## INPUT RECORDS:
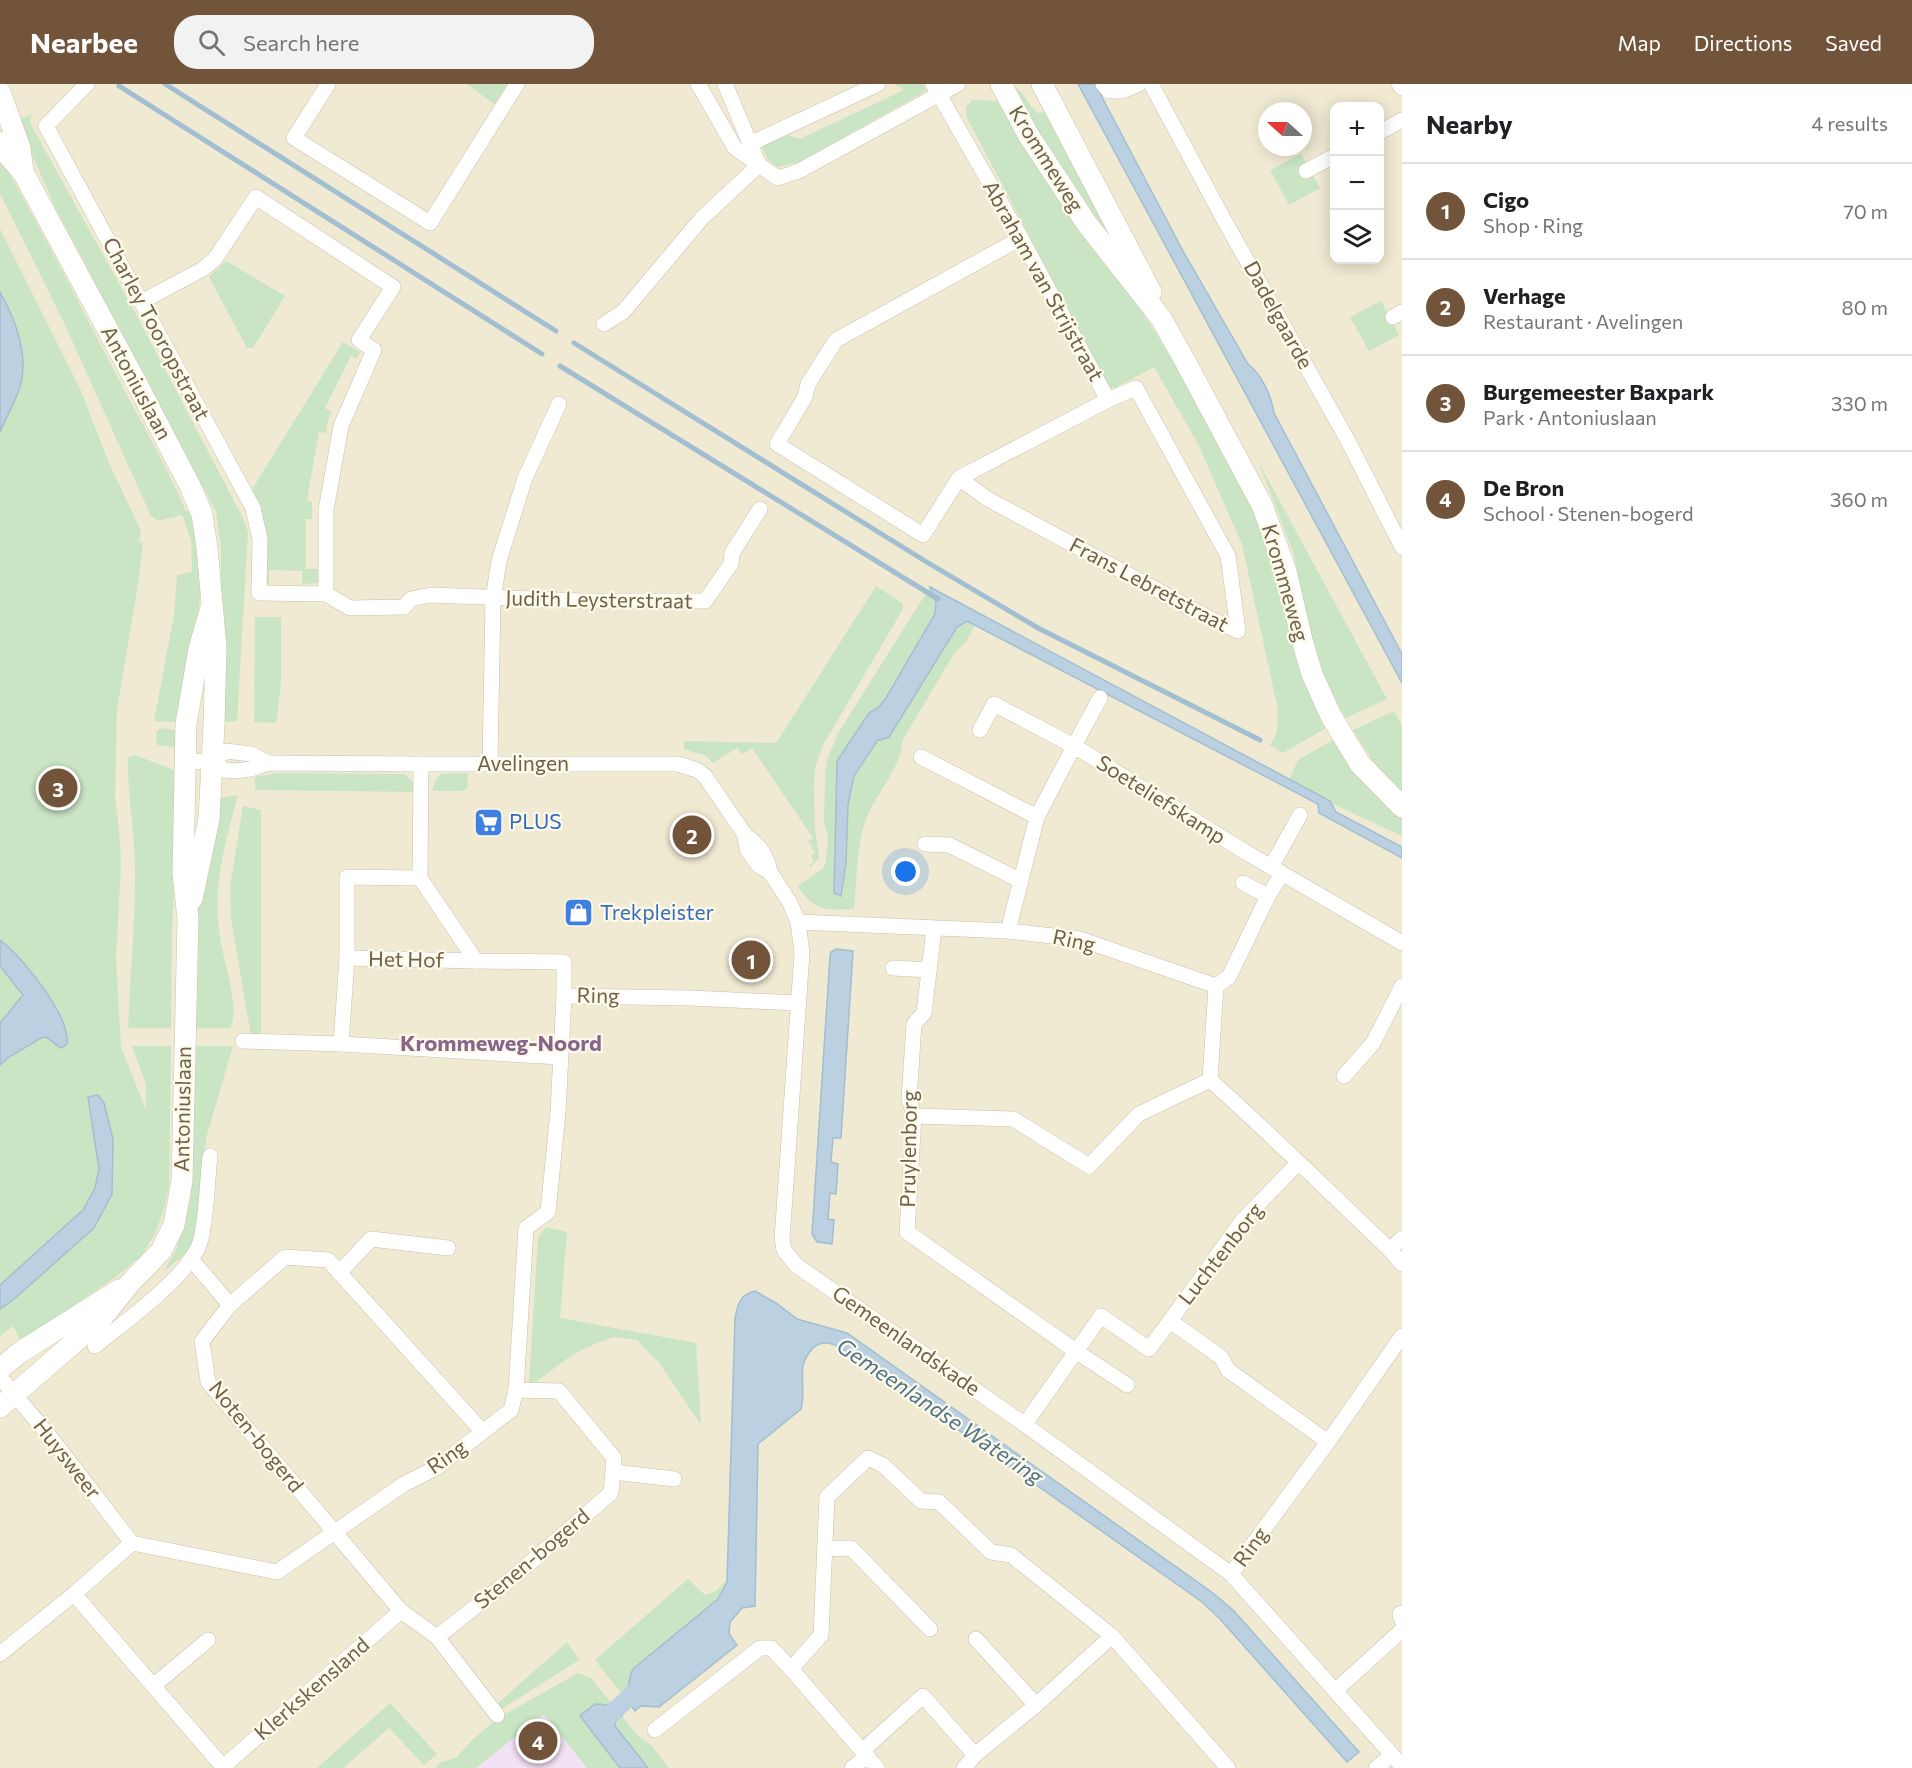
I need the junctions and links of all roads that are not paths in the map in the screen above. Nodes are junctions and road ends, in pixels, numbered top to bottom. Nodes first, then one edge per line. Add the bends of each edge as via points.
1 (87, 84) edge
2 (328, 84) edge
3 (517, 84) edge
4 (698, 84) edge
5 (725, 84) edge
6 (878, 84) edge
7 (958, 84) edge
8 (1001, 84) edge
9 (1042, 84) edge
10 (1103, 84) edge
11 (1139, 84) edge
12 (1151, 84) edge
13 (1399, 84) edge
14 (1402, 88) edge
15 (936, 89) edge
16 (0, 92) edge
17 (1402, 120) edge
18 (1384, 130) edge
19 (0, 142) edge
20 (752, 143) junction
21 (1330, 159) edge
22 (759, 165) junction
23 (1306, 171) dead end
24 (23, 172) junction
25 (1021, 238) junction
26 (141, 302) junction
27 (1161, 318) junction
28 (604, 324) dead end
29 (1108, 400) junction
30 (559, 404) dead end
31 (959, 478) junction
32 (760, 509) dead end
33 (1402, 547) edge
34 (326, 594) junction
35 (493, 599) junction
36 (211, 608) junction
37 (1100, 698) dead end
38 (980, 730) dead end
39 (1074, 746) junction
40 (921, 757) dead end
41 (186, 761) junction
42 (212, 762) junction
43 (490, 763) junction
44 (421, 764) junction
45 (1402, 807) edge
46 (1300, 815) dead end
47 (1037, 817) junction
48 (925, 844) dead end
49 (1276, 870) junction
50 (420, 879) junction
51 (1021, 881) junction
52 (1243, 883) dead end
53 (1268, 896) junction
54 (188, 919) junction
55 (798, 922) junction
56 (934, 929) junction
57 (1008, 931) junction
58 (1402, 943) edge
59 (347, 958) junction
60 (476, 961) junction
61 (893, 968) dead end
62 (929, 970) junction
63 (1216, 986) junction
64 (1402, 986) edge
65 (564, 996) junction
66 (797, 1003) junction
67 (243, 1041) dead end
68 (341, 1044) junction
69 (560, 1057) junction
70 (1344, 1076) dead end
71 (1210, 1080) junction
72 (914, 1116) junction
73 (210, 1156) dead end
74 (1298, 1163) junction
75 (1402, 1238) edge
76 (448, 1248) dead end
77 (1390, 1250) junction
78 (191, 1259) junction
79 (1402, 1264) edge
80 (339, 1273) junction
81 (129, 1284) junction
82 (230, 1305) junction
83 (1170, 1321) junction
84 (1402, 1336) edge
85 (95, 1346) dead end
86 (1077, 1352) junction
87 (0, 1369) edge
88 (0, 1377) edge
89 (1127, 1384) dead end
90 (516, 1390) junction
91 (7, 1401) edge
92 (1025, 1425) junction
93 (482, 1431) junction
94 (1328, 1442) junction
95 (614, 1472) junction
96 (674, 1479) dead end
97 (334, 1532) junction
98 (132, 1542) junction
99 (825, 1549) junction
100 (1231, 1574) junction
101 (74, 1594) junction
102 (401, 1611) junction
103 (1402, 1613) edge
104 (1402, 1620) edge
105 (930, 1629) dead end
106 (1402, 1630) edge
107 (1112, 1636) junction
108 (437, 1637) junction
109 (208, 1640) dead end
110 (976, 1640) dead end
111 (1, 1653) edge
112 (791, 1669) junction
113 (153, 1686) junction
114 (1336, 1690) junction
115 (1035, 1705) junction
116 (497, 1715) dead end
117 (655, 1730) dead end
118 (864, 1753) junction
119 (975, 1755) junction
120 (1397, 1760) edge
121 (224, 1767) edge
122 (852, 1768) edge
123 (877, 1768) edge
124 (964, 1768) edge
125 (1228, 1768) edge
126 (1376, 1768) edge

1 - 26 street, Charley Tooropstraat via 46,126
2 - 3 street via 294,138 430,223
4 - 22 street via 735,148
5 - 20 street
6 - 20 street
7 - 15 street
8 - 27 main road, Krommeweg via 1029,136 1087,224
9 - 27 main road, Krommeweg via 1147,280
10 - 11 street via 1109,91 1122,91
12 - 33 street, Dadelgaarde
13 - 14 street
15 - 22 street via 799,171 778,178
15 - 25 street, Abraham van Strijstraat
16 - 24 main road, Antoniuslaan via 21,148
17 - 18 street
19 - 24 main road, Antoniuslaan
20 - 22 street
21 - 23 street
22 - 28 street via 702,218 623,312
24 - 36 main road, Antoniuslaan via 190,486 202,514
25 - 29 street, Abraham van Strijstraat
25 - 31 street via 836,340 777,444 923,535
26 - 34 street, Charley Tooropstraat via 253,508 260,538 259,593
26 - 34 street via 215,259 256,197 393,286 359,340 374,350 341,426 326,510
27 - 45 main road, Krommeweg via 1262,505 1286,571 1302,640 1322,699 1353,753
29 - 31 street, Abraham van Strijstraat
29 - 31 street, Frans Lebretstraat via 1136,388 1228,556 1238,631 986,498
30 - 35 street via 525,478 499,561
32 - 35 street, Judith Leysterstraat via 705,600
34 - 35 street via 350,608 404,607 411,599 431,595
35 - 43 street
36 - 41 main road, Antoniuslaan via 199,649 186,724
36 - 42 main road, Antoniuslaan via 216,647
37 - 39 street, Soeteliefskamp
38 - 39 street, Soeteliefskamp via 994,704
39 - 47 street, Soeteliefskamp
39 - 49 street, Soeteliefskamp
40 - 47 street
41 - 42 street, Avelingen
41 - 54 main road, Antoniuslaan via 183,873
42 - 44 street, Avelingen via 235,771 268,763
42 - 54 main road, Antoniuslaan via 209,819
43 - 44 street, Avelingen
43 - 55 street, Avelingen via 678,764 697,770 745,835 753,858 770,872 783,891
44 - 50 street
46 - 49 street
47 - 51 street, Soeteliefskamp
48 - 51 street via 949,845
49 - 53 street
49 - 58 street, Soeteliefskamp
50 - 59 street, Het Hof via 347,878
50 - 60 street, Het Hof
51 - 57 street, Soeteliefskamp
52 - 53 street
53 - 63 street via 1229,977
54 - 81 main road, Antoniuslaan via 182,1181 174,1225 161,1251
55 - 56 street, Ring
55 - 66 street via 802,953
56 - 57 street, Ring
56 - 62 street, Pruylenborg
57 - 63 street, Ring via 1080,939
59 - 60 street, Het Hof
59 - 68 street
60 - 65 street, Het Hof via 564,962
61 - 62 street
62 - 72 street, Pruylenborg via 924,1013 914,1024 909,1099
63 - 71 street
64 - 70 street via 1373,1043
65 - 66 street, Ring
65 - 69 street, Ring
66 - 92 street, Gemeenlandskade via 784,1250 796,1264
67 - 68 street
68 - 69 street
69 - 90 street, Ring via 548,1212 526,1228
71 - 72 street via 1139,1114 1089,1166 1013,1119
71 - 74 street
72 - 86 street, Pruylenborg via 907,1232
73 - 78 street via 201,1240
74 - 77 street
74 - 83 street, Luchtenborg via 1242,1221
75 - 77 street
76 - 80 street via 371,1239
77 - 79 street
78 - 82 street
78 - 85 street via 167,1286
80 - 82 street, Noten-bogerd via 328,1260 285,1257
80 - 93 street, Noten-bogerd
81 - 87 main road, Antoniuslaan
81 - 91 main road, Antoniuslaan via 101,1318
82 - 97 street, Noten-bogerd via 202,1341 208,1382
83 - 86 street via 1149,1349 1101,1316
83 - 94 street via 1221,1357 1228,1370
84 - 94 street, Ring
86 - 89 street, Pruylenborg
86 - 92 street
88 - 91 street, Huysweer
90 - 93 street, Ring via 511,1410
90 - 95 street via 559,1391 614,1458
91 - 98 street, Huysweer via 51,1438
92 - 100 street, Gemeenlandskade
93 - 97 street, Ring via 436,1468 404,1484
94 - 100 street, Ring
95 - 96 street
95 - 108 street, Stenen-bogerd via 611,1492
97 - 98 street, Ring via 276,1572
97 - 102 street
98 - 101 street
99 - 105 street via 851,1548
99 - 107 street via 827,1497 868,1458 883,1464 921,1500 939,1502 991,1552 1011,1555
99 - 112 street via 821,1635
100 - 114 street, Ring
101 - 111 street
101 - 113 street
102 - 108 street
102 - 121 street, Klerkskensland
103 - 104 street
106 - 114 street
107 - 115 street
107 - 125 street
108 - 116 street
109 - 113 street
110 - 115 street
112 - 117 street via 771,1648 760,1648
112 - 118 street
113 - 121 street
114 - 120 street, Ring
115 - 119 street
118 - 119 street via 923,1696
118 - 122 street
118 - 123 street
119 - 124 street
120 - 126 street, Ring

## WHAT THE EXERCISE ASKS:
Whenever the string "Soeteliefskamp" shows up in a line above, copy that line.

## RESPONSE:
37 - 39 street, Soeteliefskamp
38 - 39 street, Soeteliefskamp via 994,704
39 - 47 street, Soeteliefskamp
39 - 49 street, Soeteliefskamp
47 - 51 street, Soeteliefskamp
49 - 58 street, Soeteliefskamp
51 - 57 street, Soeteliefskamp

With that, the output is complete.